Read Exodus 20:14 (Deuteronomy 5:18) and John 8:1-11
1. We are bombarded daily with sexually charged images, words, songs, videos, television, and movies. Does this increase or decrease the likelihood that we will commit adultery? What might it mean to "honor God with your body" in such a context?
2. What would you say to a person who confessed to you that he or she had committed adultery? Would the words of Psalm 51 or John 8:1-11 be helpful in this context? What would you say to encourage someone whose spouse has committed adultery?
3. How might someone who is single keep the Seventh Commandment? Widow or widower? Someone whose spouse is not a Christian? (See question #9 below.)
4. According to Martin Luther, when we fail to help our neighbor to retain his honor (by avoiding adultery), or when we "wink at it as if it were no concern of [ours], [we] are just as guilty as the culprit himself." (Luther, Large Catechism, 36-37; Hauerwas and Willimon, pp. 94-95). Are we required to help our neighbor live chastely? If I know that someone is committing adultery, what is my responsibility as a neighbor?
5. Joy Davidman asks, "if we cannot agree on a definition of marriage, how are we to define adultery?" (p. 84) Since half of marriages today end in divorce, many people who are getting married seem to make their vows "with a mental reservation--'if it works'" (p. 91) and there seems to be an epidemic of adultery. What would you say to C.S. Lewis's notion that there should be two types of marriage, church defined and state defined? And what of Davidman's statement that "if we are to produce a generation that is not blithely adulterous," the church must start by educating our children and youth for marriage? Is it true, as Davidman says, that "the matter cannot safely be left to the State and its schools"? (p. 93)
6. Read Genesis 12:10-20, 20:1-18, and 26:1-11. Is it still adultery if I do not know the woman is married to another man (20:9-10)? Is it still adultery if my neighbor and his wife consent (e.g., 20:5) to allow me to enter the relationship?
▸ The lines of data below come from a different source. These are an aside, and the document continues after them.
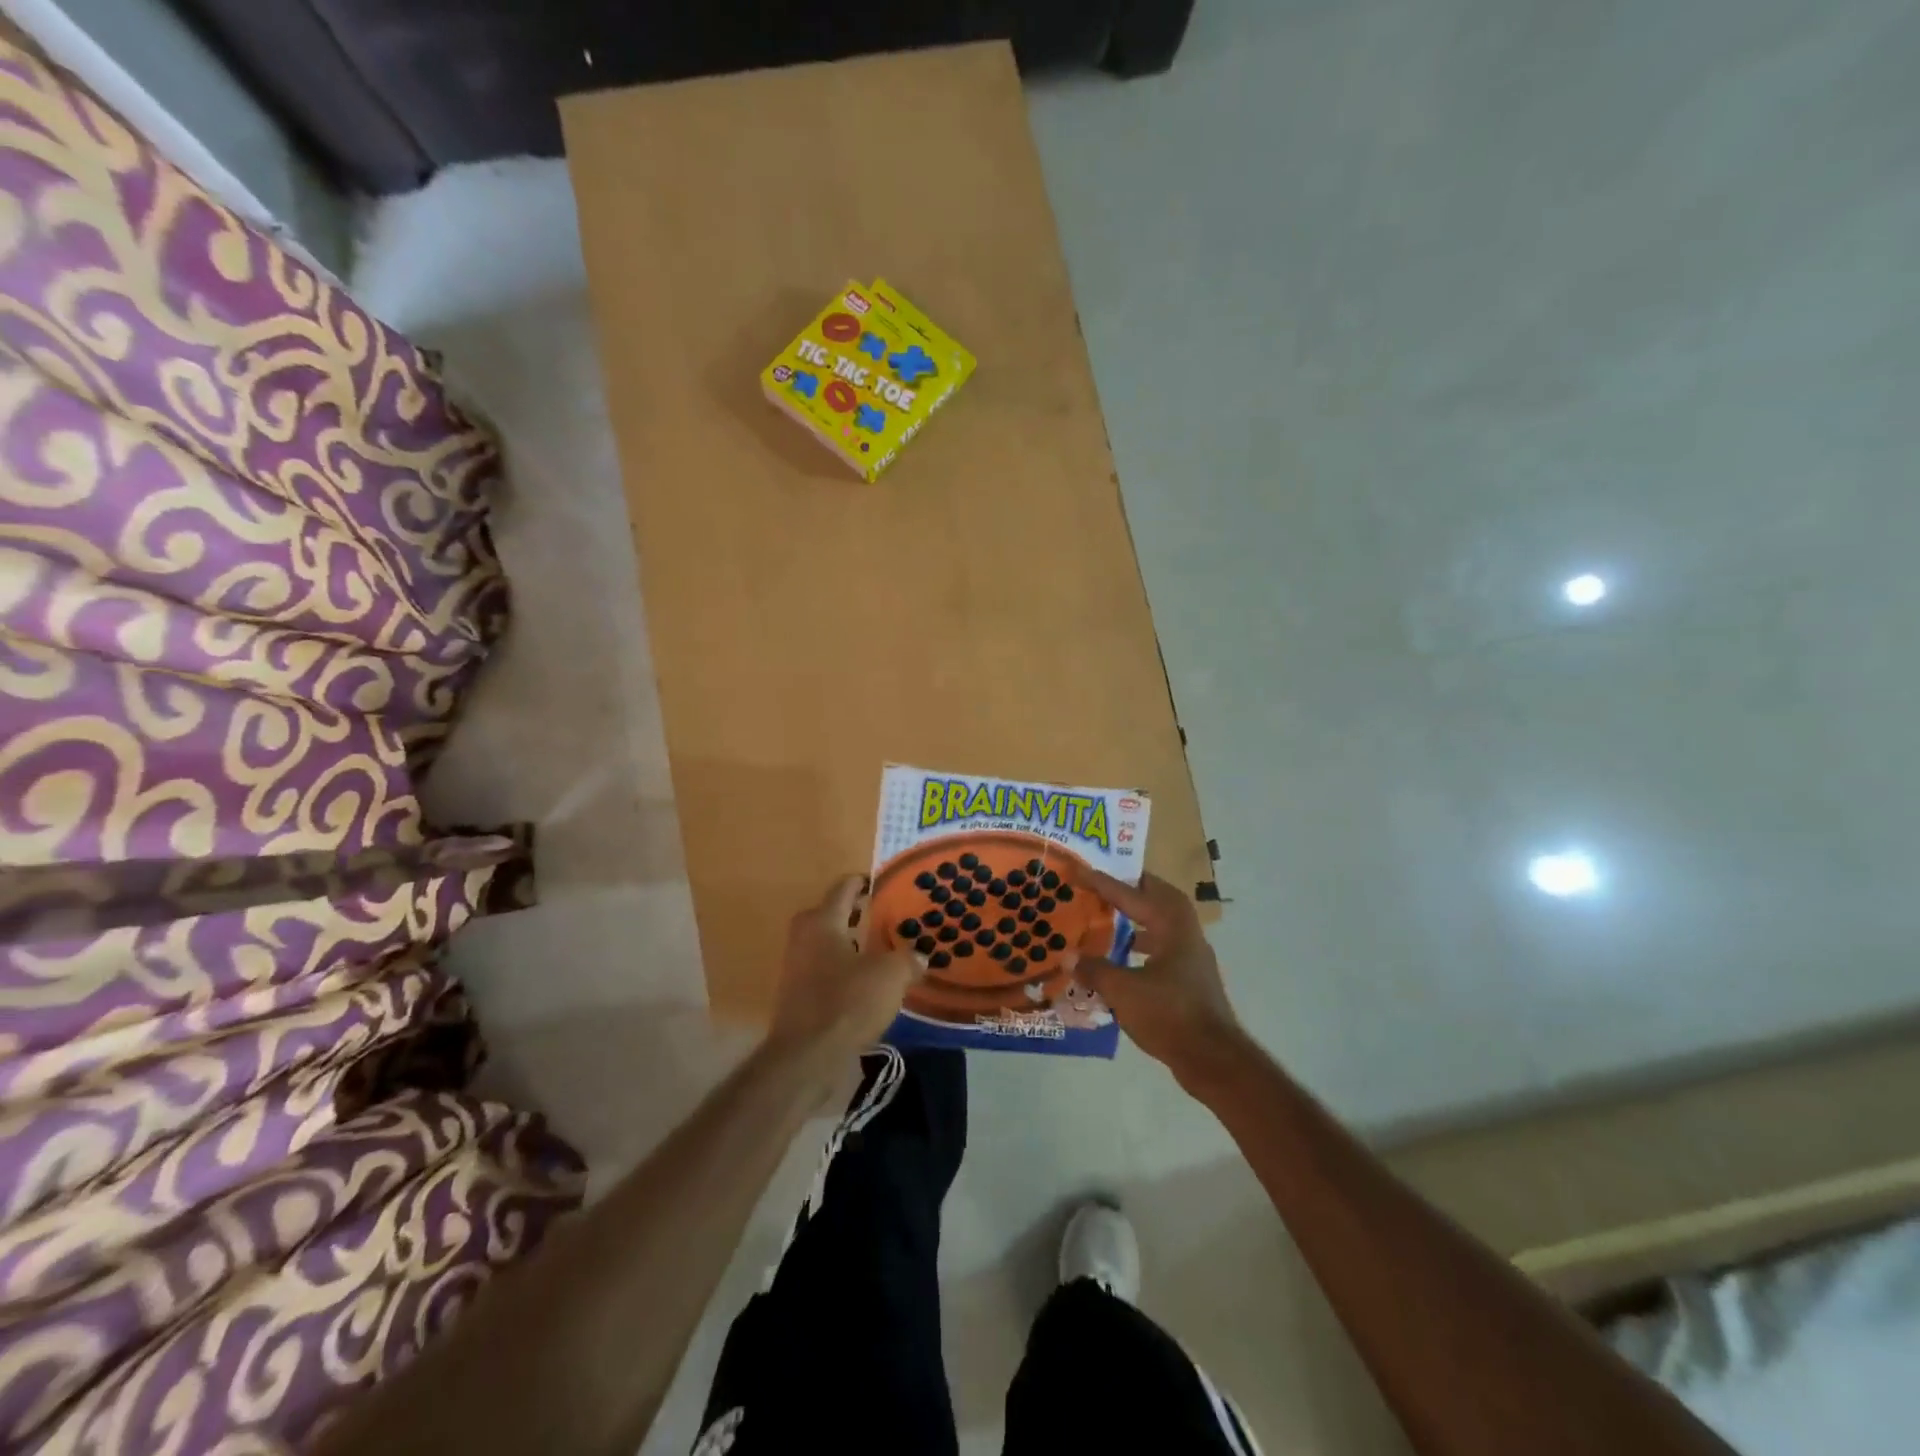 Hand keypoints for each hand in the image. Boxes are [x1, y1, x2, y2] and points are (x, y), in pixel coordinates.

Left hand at [768, 875, 920, 1064]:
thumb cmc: (847, 1003)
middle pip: (833, 915)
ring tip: (886, 953)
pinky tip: (871, 986)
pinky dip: (847, 972)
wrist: (806, 1059)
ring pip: (830, 945)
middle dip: (860, 915)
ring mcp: (797, 969)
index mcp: (822, 921)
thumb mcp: (890, 976)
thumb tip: (919, 956)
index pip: (845, 887)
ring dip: (854, 946)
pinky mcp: (799, 997)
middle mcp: (804, 938)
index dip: (866, 882)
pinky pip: (827, 973)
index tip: (887, 884)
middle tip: (890, 919)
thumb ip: (907, 959)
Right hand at [1076, 871, 1245, 1086]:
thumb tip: (1069, 957)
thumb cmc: (1169, 1015)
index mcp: (1172, 927)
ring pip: (1163, 924)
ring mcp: (1191, 958)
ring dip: (1138, 917)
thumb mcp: (1123, 991)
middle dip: (1131, 888)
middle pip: (1158, 898)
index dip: (1104, 883)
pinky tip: (1122, 960)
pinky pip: (1163, 947)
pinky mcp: (1190, 980)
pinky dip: (1142, 945)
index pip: (1133, 895)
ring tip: (1109, 919)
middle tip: (1103, 883)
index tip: (1080, 870)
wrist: (1213, 1059)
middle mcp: (1186, 934)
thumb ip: (1095, 970) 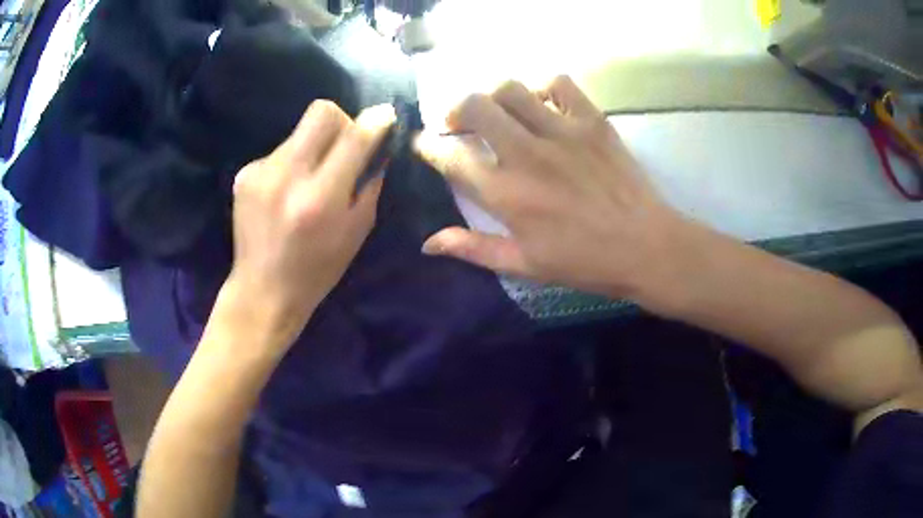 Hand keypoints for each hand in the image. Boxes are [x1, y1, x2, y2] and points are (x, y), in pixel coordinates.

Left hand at [217, 101, 394, 352]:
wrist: (262, 290)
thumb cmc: (318, 269)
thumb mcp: (357, 230)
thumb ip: (369, 182)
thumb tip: (378, 142)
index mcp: (320, 198)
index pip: (353, 136)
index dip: (375, 121)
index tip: (384, 116)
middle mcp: (287, 177)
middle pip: (321, 112)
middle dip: (340, 121)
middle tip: (343, 145)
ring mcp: (260, 172)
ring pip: (298, 132)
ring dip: (313, 148)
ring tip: (308, 181)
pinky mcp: (244, 174)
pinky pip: (279, 152)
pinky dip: (291, 164)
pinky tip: (285, 192)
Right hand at [415, 76, 681, 299]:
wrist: (645, 246)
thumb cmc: (584, 261)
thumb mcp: (524, 264)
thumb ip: (473, 248)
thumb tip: (428, 243)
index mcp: (505, 194)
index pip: (450, 156)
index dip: (429, 146)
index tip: (426, 144)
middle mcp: (526, 154)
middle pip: (474, 107)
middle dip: (456, 110)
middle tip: (461, 123)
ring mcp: (561, 132)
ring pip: (510, 89)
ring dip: (495, 97)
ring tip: (501, 112)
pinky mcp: (591, 121)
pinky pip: (559, 84)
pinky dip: (544, 88)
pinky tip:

7. Read 2 Samuel 11-12. How does the story of David's sin portray the interrelationship between the 10th (desire) and the 7th (adultery) commandments? The 6th (killing)?
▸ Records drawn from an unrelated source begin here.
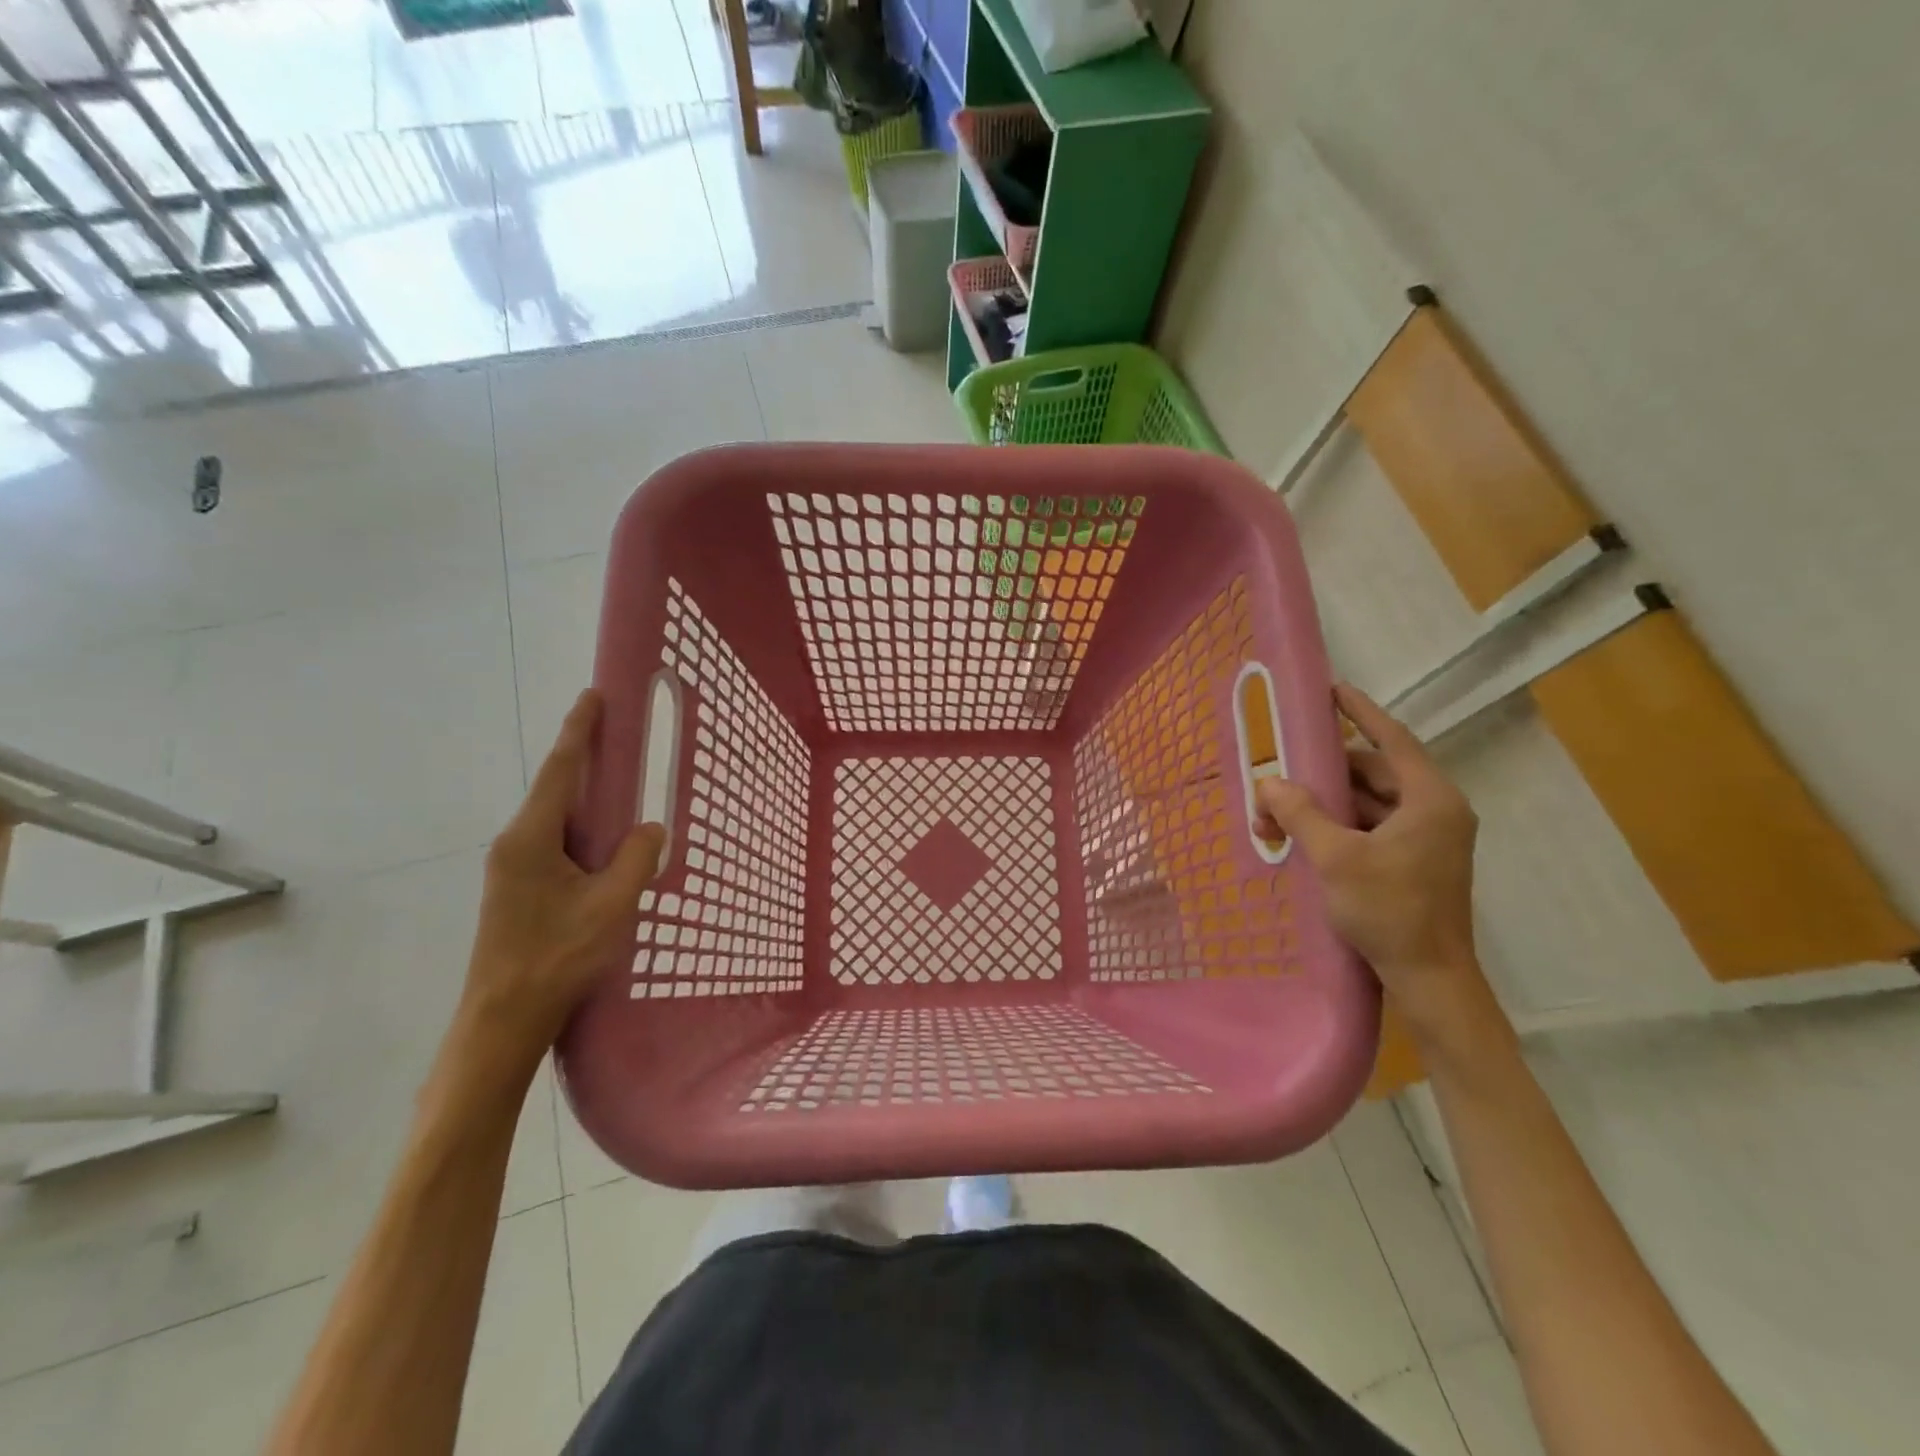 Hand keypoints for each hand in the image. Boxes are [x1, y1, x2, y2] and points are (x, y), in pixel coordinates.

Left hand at [454, 690, 664, 1076]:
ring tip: (621, 786)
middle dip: (586, 758)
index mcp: (532, 839)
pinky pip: (555, 843)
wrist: (502, 1020)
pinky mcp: (518, 890)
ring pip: (556, 819)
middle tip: (618, 735)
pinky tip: (604, 843)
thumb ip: (635, 860)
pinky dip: (582, 829)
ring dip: (586, 798)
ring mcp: (512, 869)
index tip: (593, 696)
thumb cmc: (556, 958)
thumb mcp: (610, 906)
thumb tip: (650, 829)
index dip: (579, 731)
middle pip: (556, 789)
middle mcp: (515, 844)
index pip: (561, 771)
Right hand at [1254, 683, 1490, 1039]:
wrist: (1429, 979)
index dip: (1360, 712)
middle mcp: (1433, 810)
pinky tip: (1300, 836)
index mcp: (1430, 799)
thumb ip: (1301, 813)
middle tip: (1281, 770)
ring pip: (1367, 803)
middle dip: (1323, 774)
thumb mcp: (1336, 857)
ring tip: (1277, 813)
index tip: (1332, 690)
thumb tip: (1269, 781)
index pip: (1391, 740)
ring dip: (1324, 805)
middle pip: (1373, 772)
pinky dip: (1336, 827)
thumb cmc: (1390, 910)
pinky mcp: (1413, 860)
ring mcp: (1425, 838)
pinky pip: (1370, 827)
8. Read 1 Corinthians 6:12-20 and 7:1-6. How might we guard against adultery by following Paul's instructions to the church at Corinth?
9. Read 1 Corinthians 7:10-16. Do you think Paul intends that the spouse who separates (verse 15) should be free to remarry? If so, are there other instances where divorced spouses should be free to remarry? What if the spouse was abused? Abandoned? Is remarriage in such cases "adultery"?
10. Use the discernment questions above under "How to Keep the Seventh Commandment" to assess your relationship with your spouse (or other most significant human relationship) this week. Ask your spouse or friend to do the same. After you have each answered separately, spend some time talking to each other about what you have discovered about your relationship. Pray for one another and for your marriage (or friendship) that your life together will become as good, full, and abundant as God wants it to be!